Work instruction
Hand back the entries exactly as written, minus every picture.
**** Data shown ****
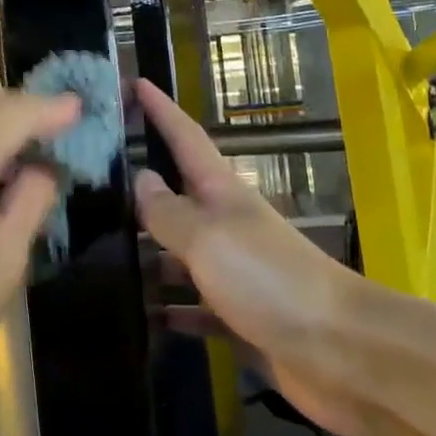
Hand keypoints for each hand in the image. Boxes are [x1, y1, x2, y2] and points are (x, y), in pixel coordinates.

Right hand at [133, 79, 426, 435]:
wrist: (341, 352)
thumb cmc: (269, 280)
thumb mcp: (209, 238)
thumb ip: (169, 211)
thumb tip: (140, 178)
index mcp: (223, 194)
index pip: (186, 138)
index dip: (161, 110)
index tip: (134, 83)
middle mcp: (228, 226)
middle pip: (177, 198)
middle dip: (139, 189)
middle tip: (93, 184)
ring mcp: (235, 273)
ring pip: (180, 256)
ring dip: (148, 256)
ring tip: (100, 257)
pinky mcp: (241, 317)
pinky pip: (194, 308)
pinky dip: (171, 311)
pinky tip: (141, 317)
****
Your response
Hand keypoints for each hand in the image. Boxes are [x1, y1, x2, y2] and points are (x, y), in pixel coordinates.

Right hand at [133, 79, 426, 435]:
wrist: (341, 352)
thumb cmc: (269, 280)
thumb mcp: (209, 238)
thumb ip: (169, 211)
thumb tip: (140, 178)
index mcp: (223, 194)
index pip: (186, 138)
index dip: (161, 110)
index tip: (134, 83)
middle mcp: (228, 226)
middle pip: (177, 198)
middle dip: (139, 189)
middle tip: (93, 184)
ring mcp: (235, 273)
ring pip: (180, 256)
ring dip: (148, 256)
ring tip: (100, 257)
pinky mcp: (241, 317)
pinky pip: (194, 308)
pinky dip: (171, 311)
pinky tip: (141, 317)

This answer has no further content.